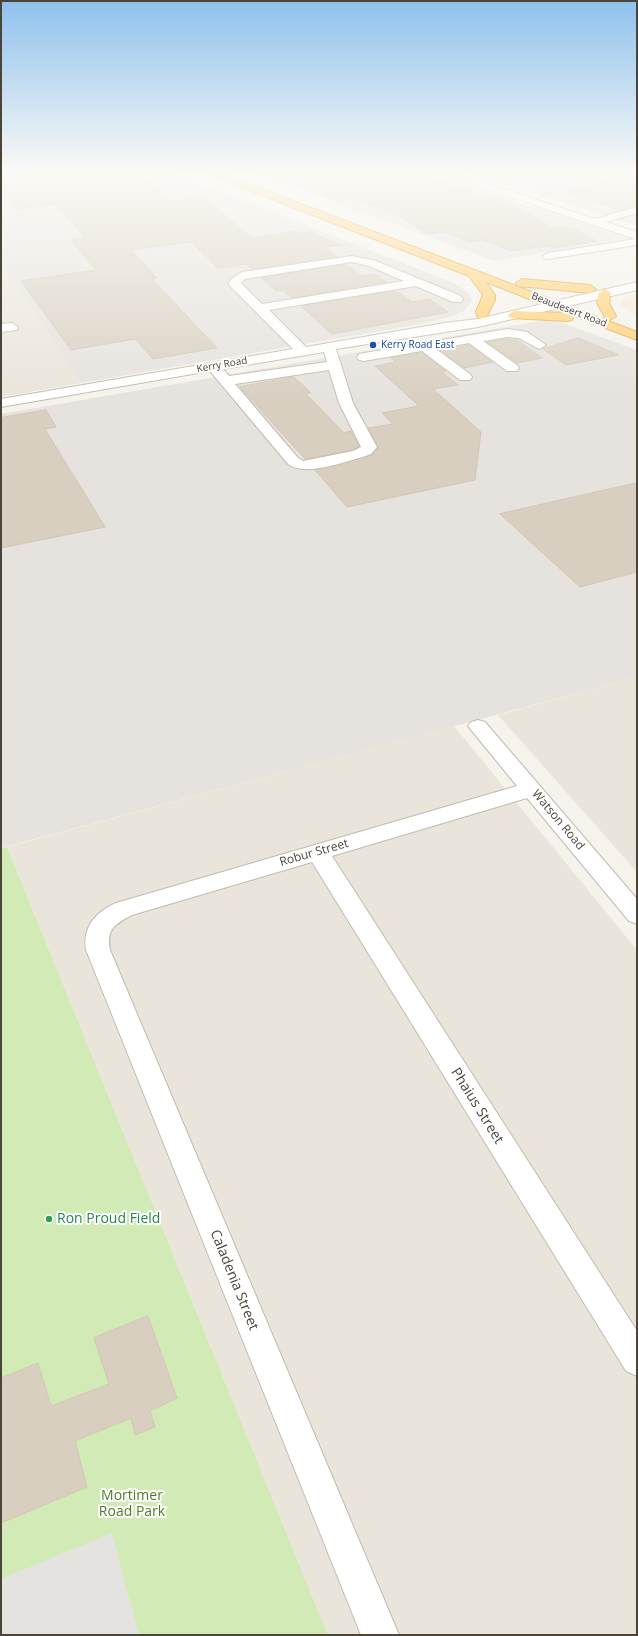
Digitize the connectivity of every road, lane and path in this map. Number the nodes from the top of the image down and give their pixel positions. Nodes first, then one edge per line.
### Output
1 (408, 249) edge
2 (433, 249) edge
3 (590, 249) edge
4 (548, 256) dead end
5 (474, 275) junction
6 (637, 280) edge
7 (417, 282) junction
8 (522, 283) junction
9 (637, 286) edge
10 (590, 289) junction
11 (606, 293) junction
12 (457, 299) dead end
13 (552, 301) junction
14 (571, 301) junction
15 (260, 308) junction
16 (482, 315) junction
17 (514, 315) junction
18 (610, 316) junction
19 (595, 320) junction
20 (637, 326) edge
21 (438, 329) junction
22 (637, 336) edge
23 (471, 339) junction
24 (445, 343) junction
25 (539, 345) dead end
26 (329, 347) junction
27 (425, 347) junction
28 (303, 352) junction
29 (364, 357) dead end
30 (333, 365) junction
31 (214, 367) junction
32 (512, 368) dead end
33 (465, 377) dead end
34 (226, 381) junction
35 (1, 404) edge
36 (478, 726) dead end
37 (532, 789) junction
38 (318, 852) junction
39 (636, 913) edge
40 (101, 925) joint
41 (637, 1360) edge
42 (380, 1635) edge

1 - 5 highway, Beaudesert Road
2 - 8 highway, Beaudesert Road
3 - 4 street
5 - 13 highway, Beaudesert Road
5 - 16 highway
6 - 10 street, Kerry Road
7 - 12 street
7 - 15 street
7 - 15 street
8 - 10 highway
8 - 13 highway, Beaudesert Road
9 - 11 street, Kerry Road
10 - 13 street, Kerry Road
11 - 14 street, Kerry Road
11 - 18 highway
13 - 14 street, Kerry Road
13 - 16 street, Kerry Road
13 - 17 street, Kerry Road
13 - 19 highway, Beaudesert Road
14 - 18 highway, Beaudesert Road
15 - 28 street
16 - 21 street, Kerry Road
17 - 19 highway
17 - 21 street, Kerry Road
18 - 20 highway, Beaudesert Road
19 - 22 highway, Beaudesert Road
21 - 24 street
21 - 26 street, Kerry Road
23 - 24 street
23 - 25 street
23 - 32 street
24 - 27 street
26 - 28 street, Kerry Road
26 - 30 street
27 - 29 street
27 - 33 street
28 - 31 street, Kerry Road
30 - 34 street
30 - 34 street
31 - 34 street
31 - 35 street, Kerry Road
36 - 37 street, Watson Road
37 - 38 street, Robur Street
37 - 39 street, Watson Road
38 - 40 street, Robur Street
38 - 41 street, Phaius Street
40 - 42 street, Caladenia Street

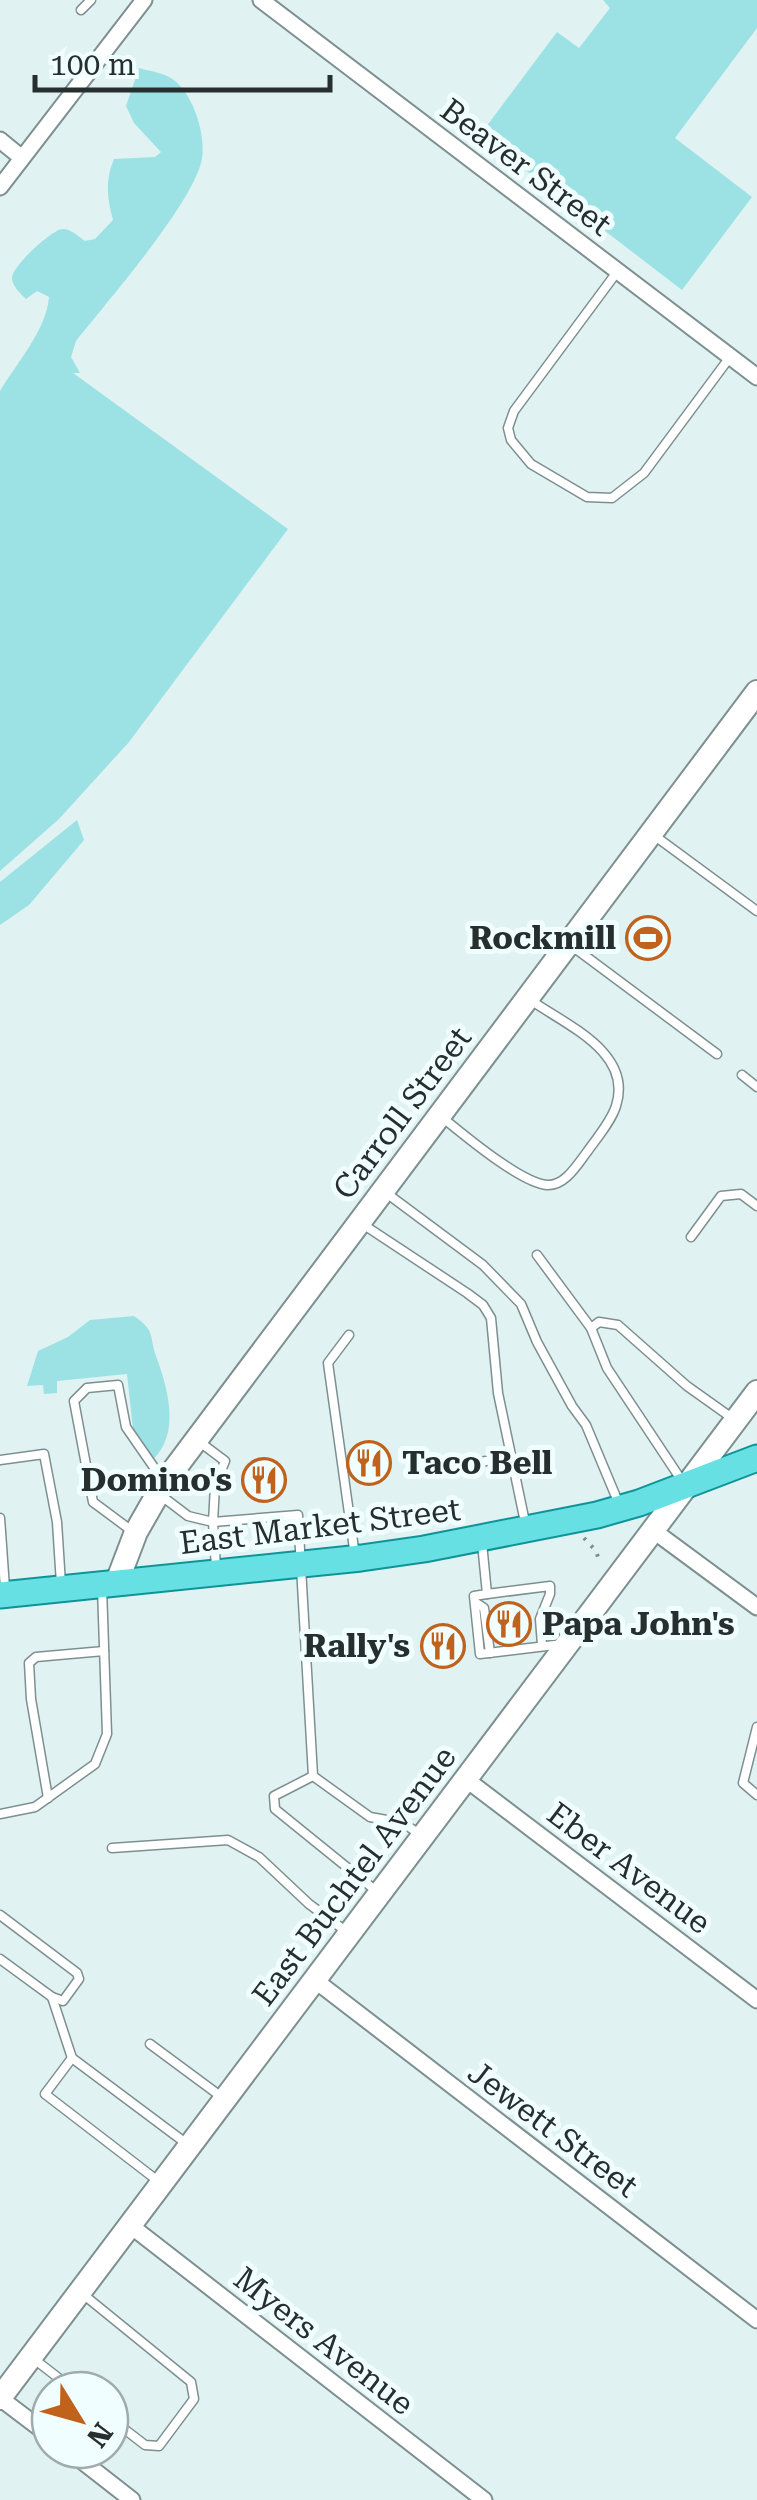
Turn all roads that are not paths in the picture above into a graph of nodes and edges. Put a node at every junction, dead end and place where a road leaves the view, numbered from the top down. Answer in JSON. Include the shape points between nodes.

....................

> _Work item_
Give back the whole listing exactly, without pictures.

> _Solution to this problem_
Digitize the connectivity of every road, lane and path in this map. Number the nodes from the top of the image down and give their pixel positions. Nodes first, then one edge per line.
### Output
1 (408, 249) edge
2 (433, 249) edge
3 (590, 249) edge
4 (548, 256) dead end
5 (474, 275) junction
6 (637, 280) edge
7 (417, 282) junction
8 (522, 283) junction
9 (637, 286) edge
10 (590, 289) junction
11 (606, 293) junction
12 (457, 299) dead end
13 (552, 301) junction
14 (571, 301) junction
15 (260, 308) junction
16 (482, 315) junction
17 (514, 315) junction
18 (610, 316) junction
19 (595, 320) junction
20 (637, 326) edge
21 (438, 329) junction
22 (637, 336) edge
23 (471, 339) junction
24 (445, 343) junction
25 (539, 345) dead end
26 (329, 347) junction
27 (425, 347) junction
28 (303, 352) junction
29 (364, 357) dead end
30 (333, 365) junction
31 (214, 367) junction
32 (512, 368) dead end
33 (465, 377) dead end
34 (226, 381) junction
35 (1, 404) edge
36 (478, 726) dead end
37 (532, 789) junction
38 (318, 852) junction
39 (636, 913) edge
40 (101, 925) joint
41 (637, 1360) edge
42 (380, 1635) edge

1 - 5 highway, Beaudesert Road
2 - 8 highway, Beaudesert Road
3 - 4 street
5 - 13 highway, Beaudesert Road
5 - 16 highway
6 - 10 street, Kerry Road
7 - 12 street
7 - 15 street
7 - 15 street
8 - 10 highway
8 - 13 highway, Beaudesert Road
9 - 11 street, Kerry Road
10 - 13 street, Kerry Road
11 - 14 street, Kerry Road
11 - 18 highway
13 - 14 street, Kerry Road
13 - 16 street, Kerry Road
13 - 17 street, Kerry Road
13 - 19 highway, Beaudesert Road
14 - 18 highway, Beaudesert Road
15 - 28 street
16 - 21 street, Kerry Road
17 - 19 highway
17 - 21 street, Kerry Road
18 - 20 highway, Beaudesert Road
19 - 22 highway, Beaudesert Road
21 - 24 street
21 - 26 street, Kerry Road
23 - 24 street
23 - 25 street
23 - 32 street
24 - 27 street
26 - 28 street, Kerry Road
26 - 30 street
27 - 29 street
27 - 33 street
28 - 31 street, Kerry Road
30 - 34 street
30 - 34 street
31 - 34 street
31 - 35 street, Kerry Road
36 - 37 street, Watson Road
37 - 38 street, Robur Street
37 - 39 street, Watson Road
38 - 40 street, Robur Street
38 - 41 street, Phaius Street
40 - 42 street, Caladenia Street

Turn all roads that are not paths in the picture above into a graph of nodes and edges. Put a node at every junction, dead end and place where a road leaves the view, numbered from the top down. Answer in JSON. Include the shape points between nodes.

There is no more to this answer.